The Gulf of Lion is a 15000 km² crescent shaped continental shelf located in the northwestern Mediterranean sea which 400 km long coastline extends from Cap Sicié to Cap Creus. It is mainly covered by soft-bottom subtrate extending with a gentle slope from the coast down to 200 m water depth with a few rocky substrates spots of less than 30 km² at the coast (Côte des Albères in the Pyrénées-OrientalesCôte Vermeille, Cap Leucate, in Aude and Cap d'Agde, Côte Bleue and the Calanques) and offshore. The Gulf of Lion (NW Mediterranean Sea), has suffered from intensive and sometimes poorly managed exploitation of fishery resources (trawling in non-regulated areas , juvenile capture, fishing during the spawing season, etc.). The main consequence was a decline in fish resources, leading to a major recession in professionnal fisheries since 1997 (Ifremer SIH 2007). In addition, the area experienced an intensification of coastal urban development and the development of maritimes activities like recreational fishing and sparefishing.
The decline of professionnal fisheries and the demand for recreational fishing lead several municipalities to immersing artificial reefs (AR) with the objective of protecting or restoring provisionning services in areas perceived as sensitive or degraded. Some areas of the maritime public domain were conceded to project owners (generally the municipality) for a period of time that can vary from 15 to 30 years for artificial reefs deployments. Artificial reefs deployment effectively covered a small proportion of the surface area of those concessions. However, removal of artificial reefs when the concessions expired has never been done and may conflict with future occupation of the maritime public domain, especially if the information of artificial reefs deployment locations had to be lost, as it is spread among several project owners. Compiling georeferenced data about artificial reefs deployement is essential for future maritime spatial planning and the present database gather these information for a large part of the Gulf of Lion (from the Spanish border to Fos).

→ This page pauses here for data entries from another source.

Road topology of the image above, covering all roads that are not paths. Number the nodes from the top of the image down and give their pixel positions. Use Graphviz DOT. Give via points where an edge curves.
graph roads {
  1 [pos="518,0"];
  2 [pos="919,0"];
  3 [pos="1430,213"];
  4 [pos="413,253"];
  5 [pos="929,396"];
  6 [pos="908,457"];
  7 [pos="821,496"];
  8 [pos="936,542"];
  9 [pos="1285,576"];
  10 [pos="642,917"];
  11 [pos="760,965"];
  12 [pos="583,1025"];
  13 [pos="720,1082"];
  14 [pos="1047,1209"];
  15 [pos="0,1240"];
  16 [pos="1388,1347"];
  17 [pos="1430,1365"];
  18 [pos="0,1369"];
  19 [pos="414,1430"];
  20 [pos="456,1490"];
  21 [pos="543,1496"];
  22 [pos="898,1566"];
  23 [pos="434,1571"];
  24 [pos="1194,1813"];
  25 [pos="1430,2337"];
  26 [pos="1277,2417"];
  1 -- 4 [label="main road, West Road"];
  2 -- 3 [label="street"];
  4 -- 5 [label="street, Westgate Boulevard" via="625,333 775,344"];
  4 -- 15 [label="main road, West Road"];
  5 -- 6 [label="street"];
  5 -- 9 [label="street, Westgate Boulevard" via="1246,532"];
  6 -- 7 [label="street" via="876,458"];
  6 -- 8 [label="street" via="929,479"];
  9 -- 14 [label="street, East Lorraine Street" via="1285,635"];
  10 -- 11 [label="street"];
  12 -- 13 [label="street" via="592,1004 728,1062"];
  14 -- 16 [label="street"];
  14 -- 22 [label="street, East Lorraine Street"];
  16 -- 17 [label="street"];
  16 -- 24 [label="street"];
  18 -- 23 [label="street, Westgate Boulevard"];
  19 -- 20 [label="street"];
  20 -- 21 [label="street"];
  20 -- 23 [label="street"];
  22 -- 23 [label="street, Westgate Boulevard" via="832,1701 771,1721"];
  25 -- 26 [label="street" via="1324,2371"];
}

For more than 40 years, a total of about 800 artificial reefs have been submerged in soft bottom substrate between 10m and 35m water depth along the Gulf of Lion coastline from Saint cyprien to the Gulf of Beauduc, summing up to 32,840m3 of artificial reefs dispersed over 74km² of concessions, most of them having expired. Different phases of immersion can be identified. In 1968, the first experimental immersion took place off the coast of Palavas and included a heterogeneous set of man-made structures (car wrecks, concrete blocks, school tables, etc). In 1985, a large deployment program carried by the Languedoc-Roussillon region, led to the immersion of 14,446 m3 of artificial reefs spread along the coastline of Gruissan, Saint Cyprien, Canet, Port la nouvelle and Agde. The design of these ARs was inspired by those of Japanese ARs: Bonna modules and Comin modules, with the objective of supporting professionnal fishing by adding complexity in soft-bottom areas From 1988 to 1999, new kind of artificial reefs (rocks, pipes, poles) were deployed for protection against illegal trawling, starting in the Gulf of Beauduc and followed by the Gulf of Aigues Mortes and in Agde-Marseillan. Lastly, between 2002 and 2009, a final phase of immersion with dual objectives of protection and production made the site which has already been subject to immersion, such as Agde, Gruissan, Aigues mortes more complex, and new sites such as Valras and Leucate were also created.
The dataset compiles the geographical coordinates (WGS 84 Decimal degree) of 763 of these artificial reefs, their type (among the 18 possible types), their dimension (length / height / width / diameter), deployment depth and year, and initial project owner locality. Data were retrieved from all institutional corporations, project managers, companies or professional organizations that contributed to these deploments and scientists that studied artificial reefs since their deployment. A three-level quality index of the AR georeferencing has been added to the databasewith 1 meaning poor quality (no georeferencing control and old immersion plan) / 2 average quality (no georeferencing control and recent immersion plan) / 3 good quality (georeferencing control). Georeferencing was controlled by different means : multibeam echosounder, single beam echosounder, sonar, LIDAR and scuba diving.